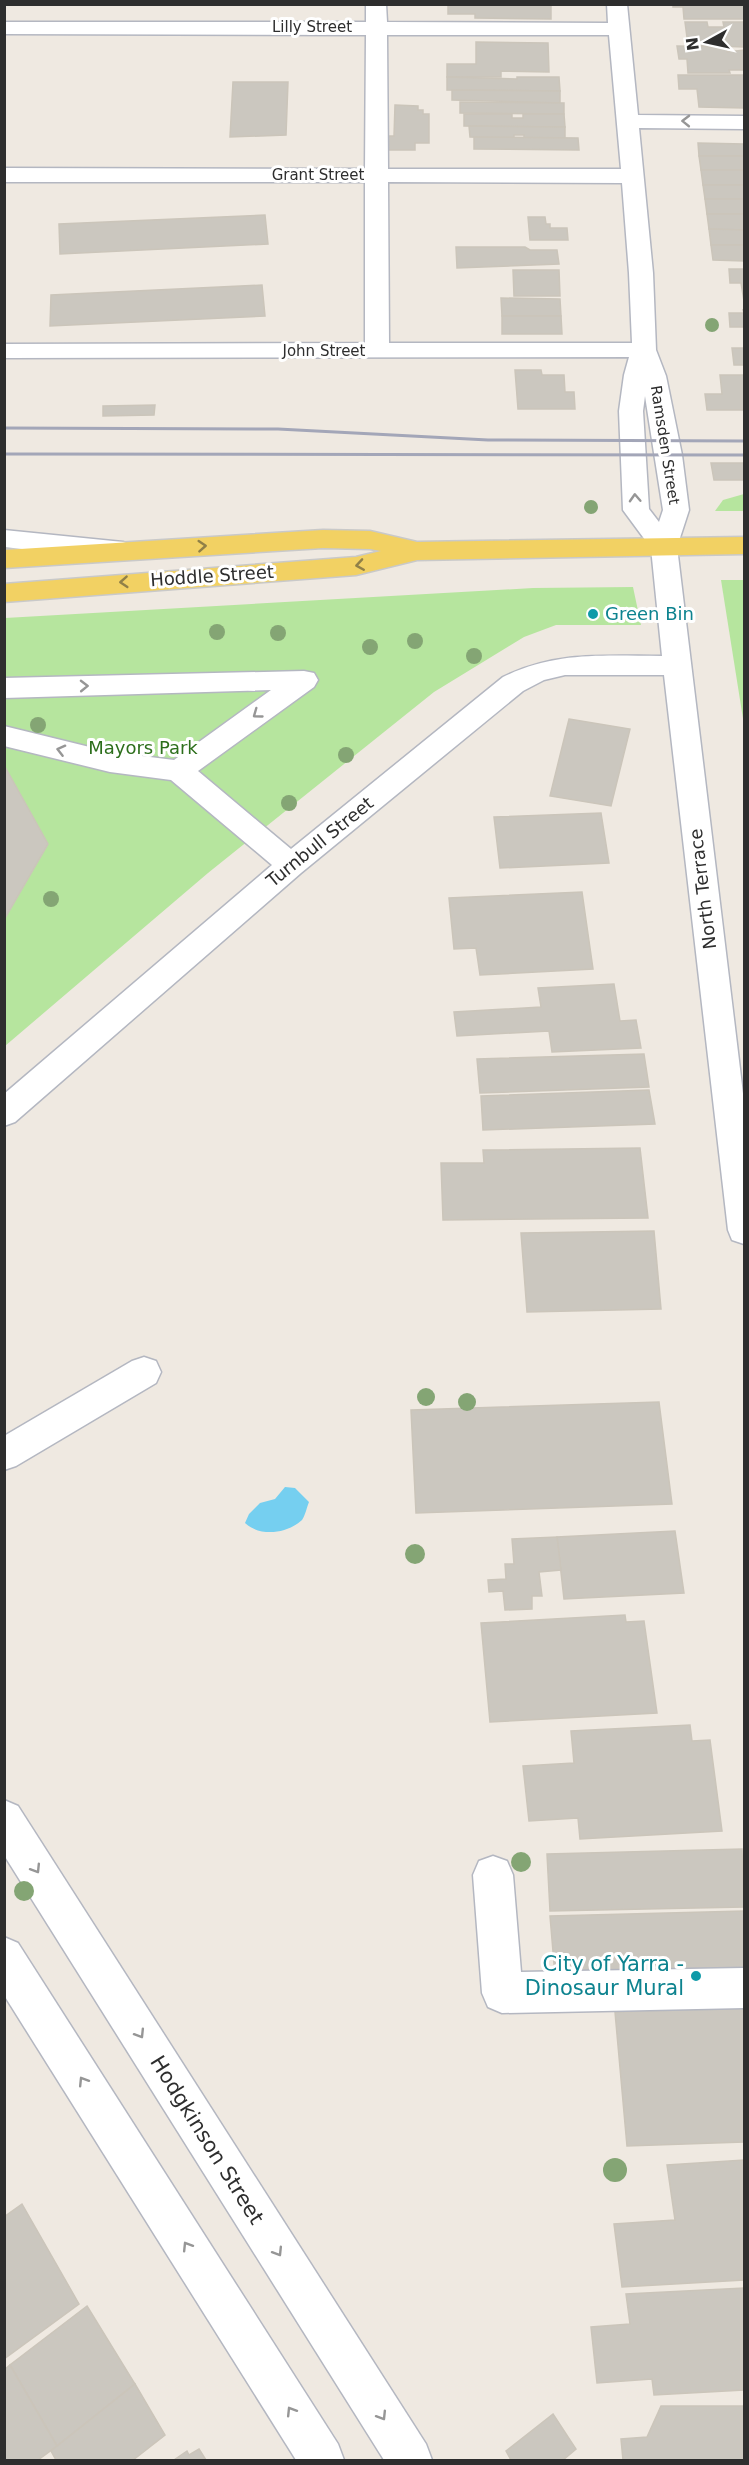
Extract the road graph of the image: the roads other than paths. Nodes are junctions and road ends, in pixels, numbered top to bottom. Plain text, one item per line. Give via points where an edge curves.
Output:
1 (376, 4) edge
2 (617, 4) edge
3 (376, 27) junction
4 (4, 28) edge
5 (620, 29) junction
6 (626, 121) junction
7 (744, 123) edge
8 (4, 175) edge
9 (376, 176) junction
10 (631, 176) junction
11 (644, 350) junction
12 (4, 351) edge
13 (377, 351) junction
14 (4, 538) edge
15 (744, 546) edge
16 (664, 547) junction
17 (123, 551) junction
18 (417, 551) junction
19 (4, 559) edge
20 (4, 593) edge
21 (676, 665) junction
22 (4, 688) edge
23 (4, 736) edge
24 (179, 771) junction
25 (291, 865) junction
26 (4, 1113) edge
27 (744, 1230) edge
28 (144, 1372) dead end
29 (4, 1455) edge
30 (4, 1820) edge
31 (493, 1875) dead end
32 (4, 1957) edge
33 (744, 1988) edge
34 (322, 2460) edge
35 (410, 2460) edge

1 - 3 street
2 - 5 street, Ramsden Street
3 - 4 street, Lilly Street
3 - 5 street, Lilly Street
3 - 9 street
5 - 6 street, Ramsden Street
7 -> 6 street
6 - 10 street, Ramsden Street
8 - 9 street, Grant Street
9 - 10 street, Grant Street
9 - 13 street
10 - 11 street, Ramsden Street
11 - 13 street, John Street
11 - 16 street, Ramsden Street via 654,376 676,510
16 -> 11 street, Ramsden Street via 636,510 632,411 636,375
12 - 13 street, John Street
14 - 17 street
15 - 16 main road, Hoddle Street
16 - 18 main road, Hoddle Street
16 - 21 street, North Terrace
17 -> 18 main road, Hoddle Street via 348,539
17 - 19 main road, Hoddle Street
18 -> 20 main road, Hoddle Street via 356,566
21 - 25 street, Turnbull Street via 565,666 537,672 513,684
21 - 27 street, North Terrace
22 -> 24 street via 304,680
24 -> 23 street via 110,762
24 - 25 street
25 - 26 street, Turnbull Street
28 - 29 street
30 -> 35 street, Hodgkinson Street
31 - 33 street via 502,1993
34 -> 32 street

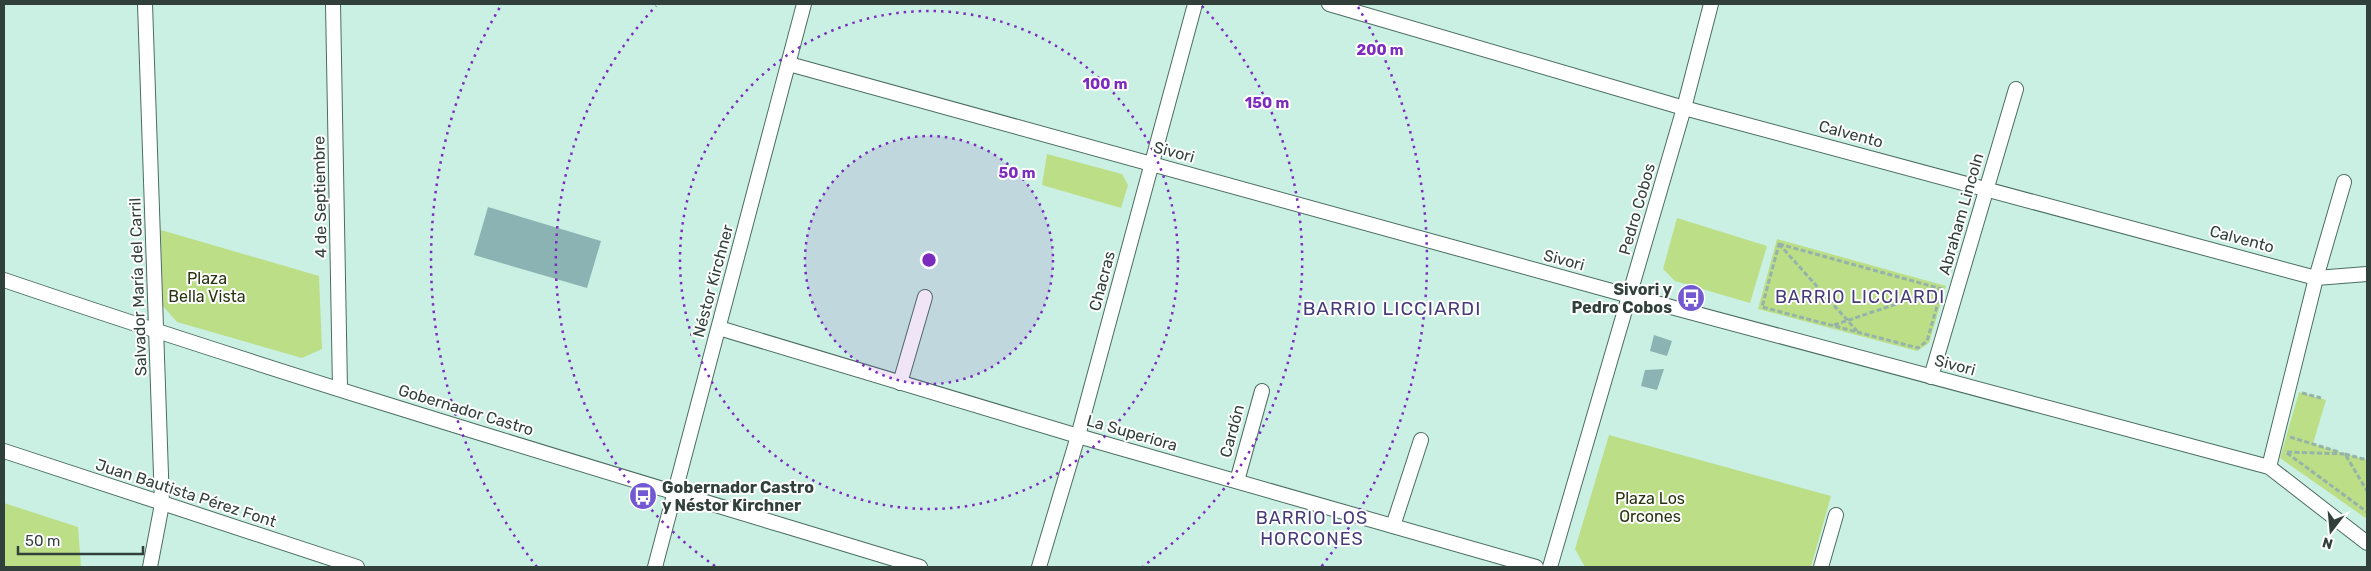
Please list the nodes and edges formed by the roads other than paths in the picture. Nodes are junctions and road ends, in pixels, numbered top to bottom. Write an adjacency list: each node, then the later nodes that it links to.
1 (145, 4): 19 (street, Salvador María del Carril)
2 (334, 4): 22 (street, 4 de Septiembre)
3 (804, 4): 7 (street, Néstor Kirchner)
4 (1195, 4): 10 (street, Chacras)
5 (1329, 4): 9 (street, Calvento)
6 (1711, 4): 9 (street, Pedro Cobos)
7 (789, 64): 10 (street, Sivori); 18 (street, Néstor Kirchner)
8 (2016, 89): 12 (street, Abraham Lincoln)
9 (1684, 108): 12 (street, Calvento); 16 (street, Pedro Cobos)
10 (1153, 164): 16 (street, Sivori); 24 (street, Chacras)
11 (2344, 182): 14 (street)
12 (1987, 188): 14 (street, Calvento); 20 (street, Abraham Lincoln)
13 (2367, 274): 14 (street, Calvento)
14 (2316, 278): 27 (street)
15 (4, 280): 19 (street, Gobernador Castro)
16 (1630, 296): 20 (street, Sivori); 40 (street, Pedro Cobos)
17 (926, 297): 21 (street)
18 (718, 328): 21 (street, La Superiora); 29 (street, Néstor Kirchner)
19 (157, 332): 22 (street, Gobernador Castro); 30 (street, Salvador María del Carril)
20 (1931, 377): 27 (street, Sivori)
21 (900, 383): 24 (street, La Superiora)
22 (340, 390): 29 (street, Gobernador Castro)
23 (1262, 391): 28 (street, Cardón)
24 (1078, 436): 28 (street, La Superiora); 38 (street, Chacras)
25 (1421, 440): 32 (street)
26 (4, 451): 30 (street, Juan Bautista Pérez Font)
27 (2269, 467): 33 (street, Sivori)
28 (1237, 481): 32 (street, La Superiora)
29 (675, 493): 36 (street, Néstor Kirchner); 37 (street, Gobernador Castro)
30 (162, 504): 34 (street, Salvador María del Carril); 35 (street, Juan Bautista Pérez Font)
31 (1836, 515): 41 (street)
32 (1393, 526): 39 (street, La Superiora)
33 (2367, 543)
34 (150, 567)
35 (358, 567)
36 (655, 567)
37 (920, 567)
38 (1039, 567)
39 (1536, 567)
40 (1550, 567)
41 (1821, 567)

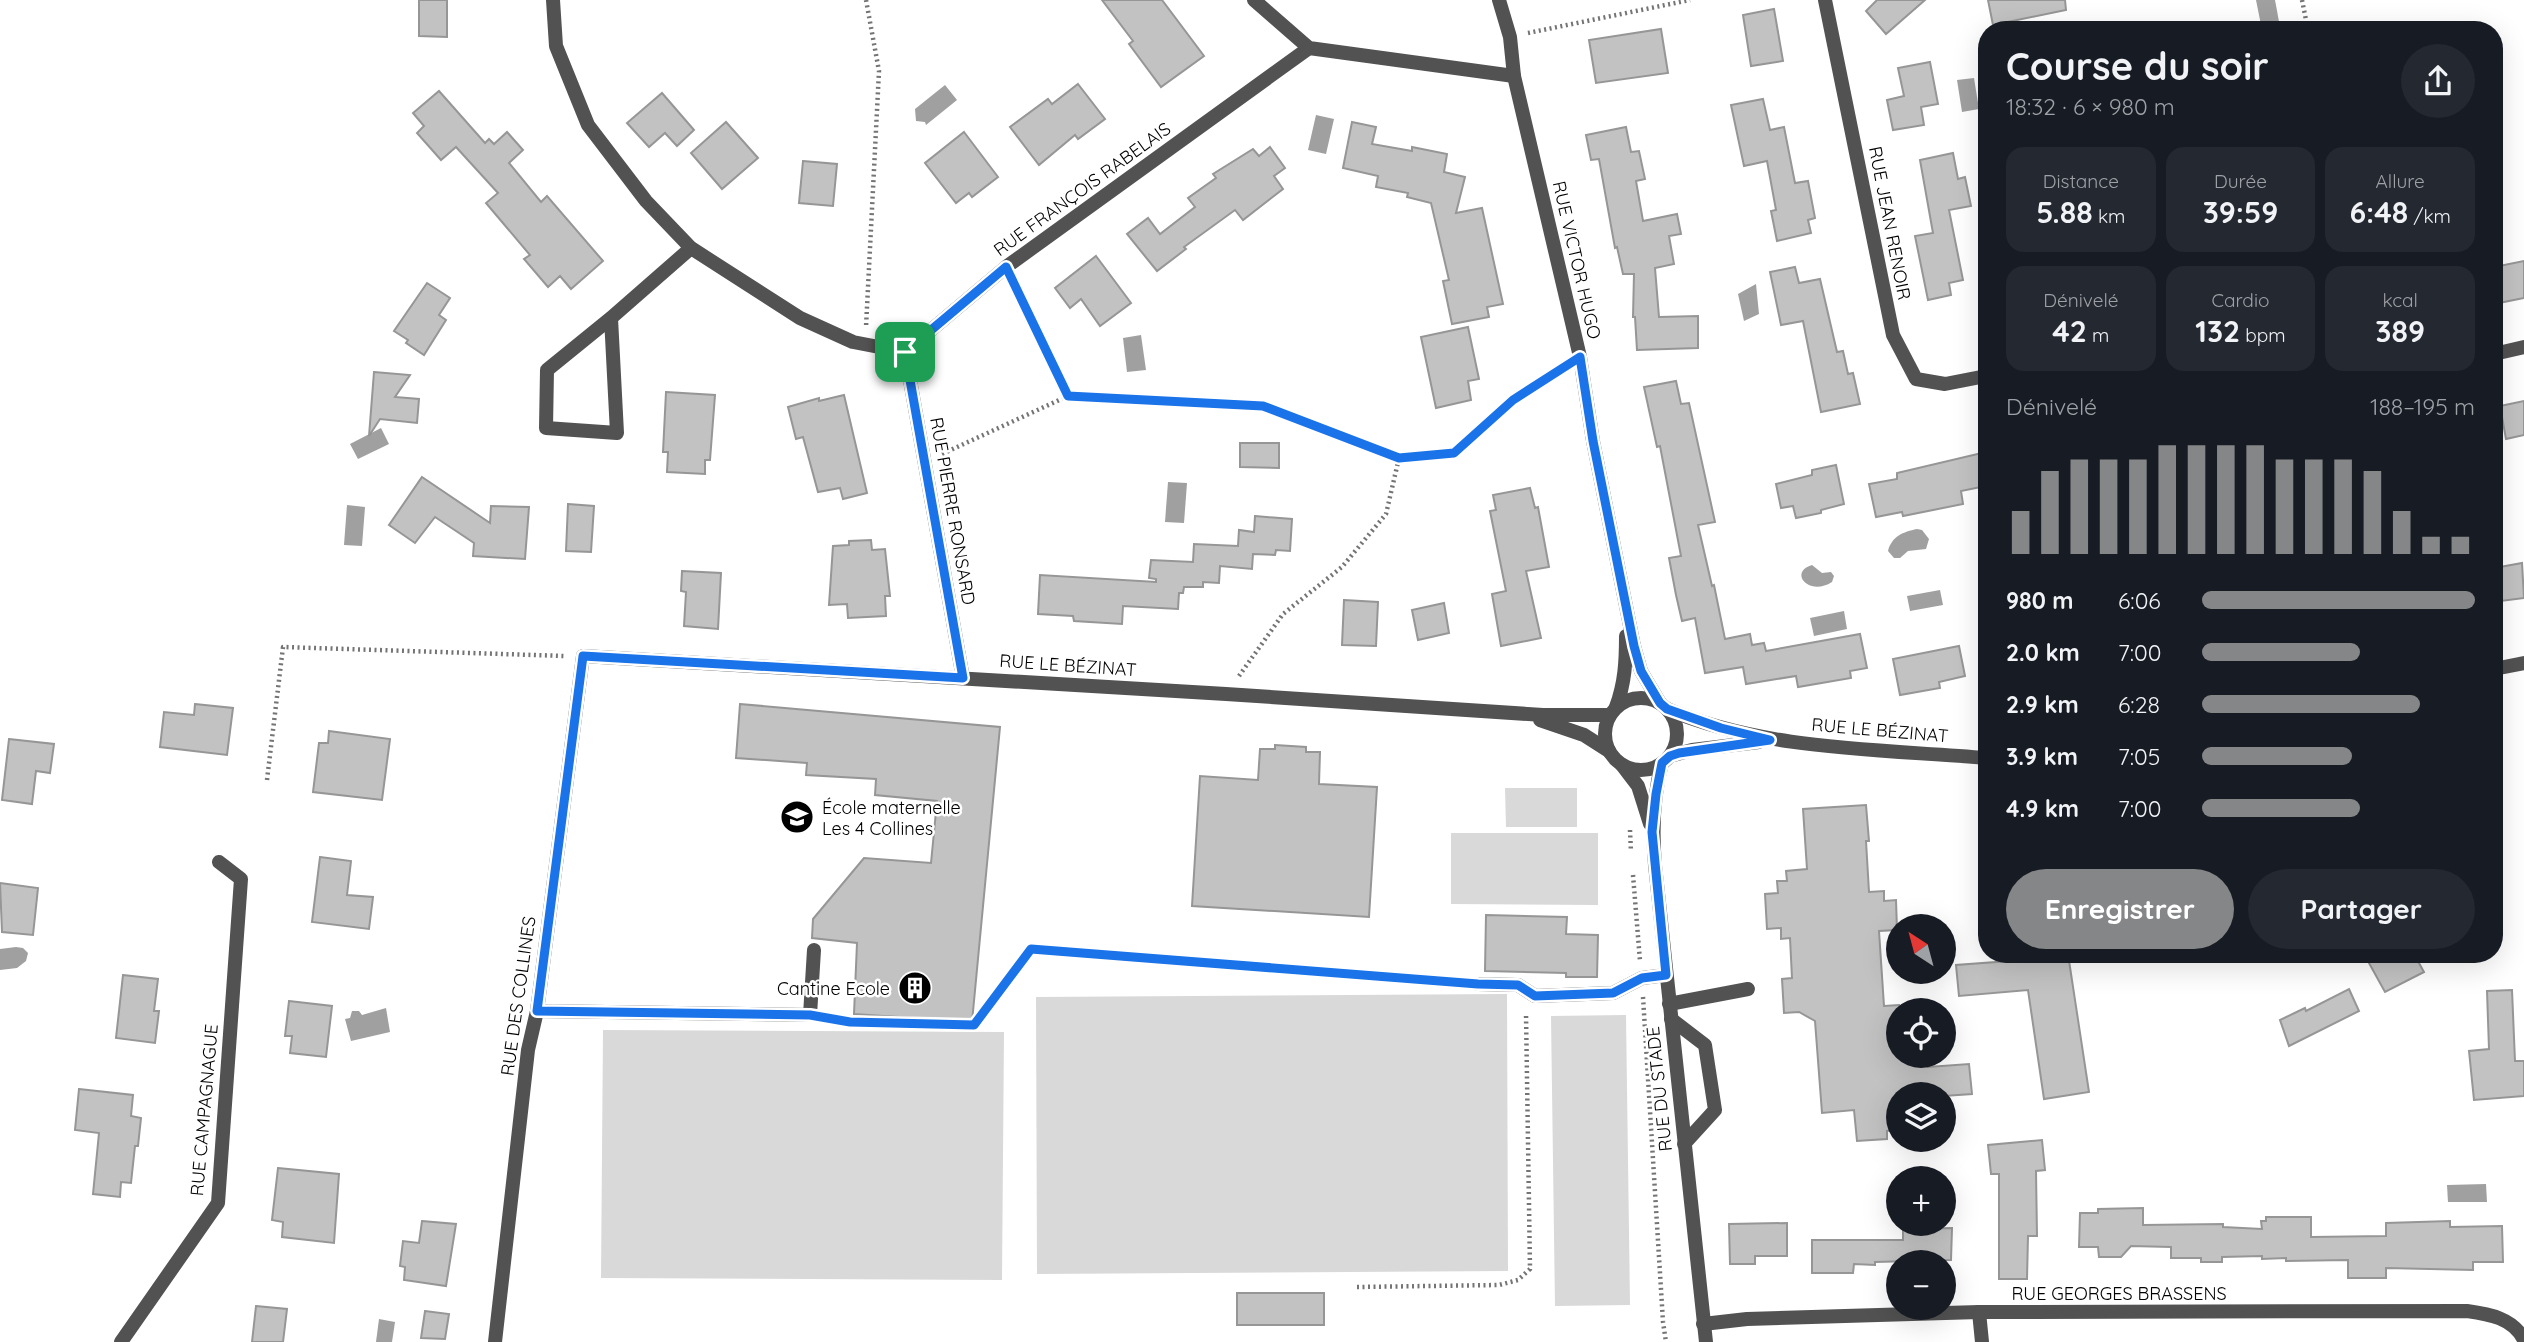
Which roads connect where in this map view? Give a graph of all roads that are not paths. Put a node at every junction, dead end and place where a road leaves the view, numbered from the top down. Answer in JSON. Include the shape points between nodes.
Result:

════════

#### PROBLEM REQUIREMENTS
Repeat the data above exactly, images excluded.

#### EXERCISE RESULT
Extract the road graph of the image: the roads other than paths. Nodes are junctions and road ends, in pixels, numbered top to bottom. Plain text, one item per line. Give via points where an edge curves.
Output:
1 (376, 4) edge
2 (617, 4) edge
3 (376, 27) junction
4 (4, 28) edge
5 (620, 29) junction
6 (626, 121) junction
7 (744, 123) edge
8 (4, 175) edge
9 (376, 176) junction
10 (631, 176) junction
11 (644, 350) junction
12 (4, 351) edge
13 (377, 351) junction
14 (4, 538) edge
15 (744, 546) edge
16 (664, 547) junction
17 (123, 551) junction
18 (417, 551) junction
19 (4, 559) edge
20 (4, 593) edge
21 (676, 665) junction
22 (4, 688) edge
23 (4, 736) edge
24 (179, 771) junction
25 (291, 865) junction
26 (4, 1113) edge
27 (744, 1230) edge
28 (144, 1372) dead end
29 (4, 1455) edge
30 (4, 1820) edge
31 (493, 1875) dead end
32 (4, 1957) edge
33 (744, 1988) edge
34 (322, 2460) edge
35 (410, 2460) edge

1 - 3 street
2 - 5 street, Ramsden Street
3 - 4 street, Lilly Street
3 - 5 street, Lilly Street
3 - 9 street
5 - 6 street, Ramsden Street
7 -> 6 street
6 - 10 street, Ramsden Street
8 - 9 street, Grant Street
9 - 10 street, Grant Street
9 - 13 street
10 - 11 street, Ramsden Street
11 - 13 street, John Street
11 - 16 street, Ramsden Street via 654,376 676,510
16 -> 11 street, Ramsden Street via 636,510 632,411 636,375
12 - 13 street, John Street
14 - 17 street
15 - 16 main road, Hoddle Street
16 - 18 main road, Hoddle Street
16 - 21 street, North Terrace
17 -> 18 main road, Hoddle Street via 348,539
17 - 19 main road, Hoddle Street
18 -> 20 main road, Hoddle Street via 356,566
21 - 25 street, Turnbull Street via 565,666 537,672 513,684
21 - 27 street, North Terrace
22 -> 24 street via 304,680
24 -> 23 street via 110,762
24 - 25 street
25 - 26 street, Turnbull Street
28 - 29 street
30 -> 35 street, Hodgkinson Street
31 - 33 street via 502,1993
34 -> 32 street

Please list the nodes and edges formed by the roads other than paths in the picture. Nodes are junctions and road ends, in pixels, numbered top to bottom. Write an adjacency list: each node, then the later nodes that it links to.
1 (145, 4): 19 (street, Salvador María del Carril)
2 (334, 4): 22 (street, 4 de Septiembre)
3 (804, 4): 7 (street, Néstor Kirchner)
4 (1195, 4): 10 (street, Chacras)
5 (1329, 4): 9 (street, Calvento)
6 (1711, 4): 9 (street, Pedro Cobos)
7 (789, 64): 10 (street, Sivori); 18 (street, Néstor Kirchner)
8 (2016, 89): 12 (street, Abraham Lincoln)
9 (1684, 108): 12 (street, Calvento); 16 (street, Pedro Cobos)
10 (1153, 164): 16 (street, Sivori); 24 (street, Chacras)
11 (2344, 182): 14 (street)
12 (1987, 188): 14 (street, Calvento); 20 (street, Abraham Lincoln)
13 (2367, 274): 14 (street, Calvento)
14 (2316, 278): 27 (street)
15 (4, 280): 19 (street, Gobernador Castro)
16 (1630, 296): 20 (street, Sivori); 40 (street, Pedro Cobos)
17 (926, 297): 21 (street)
18 (718, 328): 21 (street, La Superiora); 29 (street, Néstor Kirchner)
19 (157, 332): 22 (street, Gobernador Castro); 30 (street, Salvador María del Carril)
20 (1931, 377): 27 (street, Sivori)
21 (900, 383): 24 (street, La Superiora)
22 (340, 390): 29 (street, Gobernador Castro)
23 (1262, 391): 28 (street, Cardón)
24 (1078, 436): 28 (street, La Superiora); 38 (street, Chacras)
25 (1421, 440): 32 (street)
26 (4, 451): 30 (street, Juan Bautista Pérez Font)
27 (2269, 467): 33 (street, Sivori)
28 (1237, 481): 32 (street, La Superiora)
29 (675, 493): 36 (street, Néstor Kirchner); 37 (street, Gobernador Castro)
30 (162, 504): 34 (street, Salvador María del Carril); 35 (street, Juan Bautista Pérez Font)
31 (1836, 515): 41 (street)
32 (1393, 526): 39 (street, La Superiora)
33 (2367, 543)
34 (150, 567)
35 (358, 567)
36 (655, 567)
37 (920, 567)
38 (1039, 567)
39 (1536, 567)
40 (1550, 567)
41 (1821, 567)

Which roads connect where in this map view? Give a graph of all roads that are not paths. Put a node at every junction, dead end and place where a road leaves the view, numbered from the top down. Answer in JSON. Include the shape points between nodes.
Result:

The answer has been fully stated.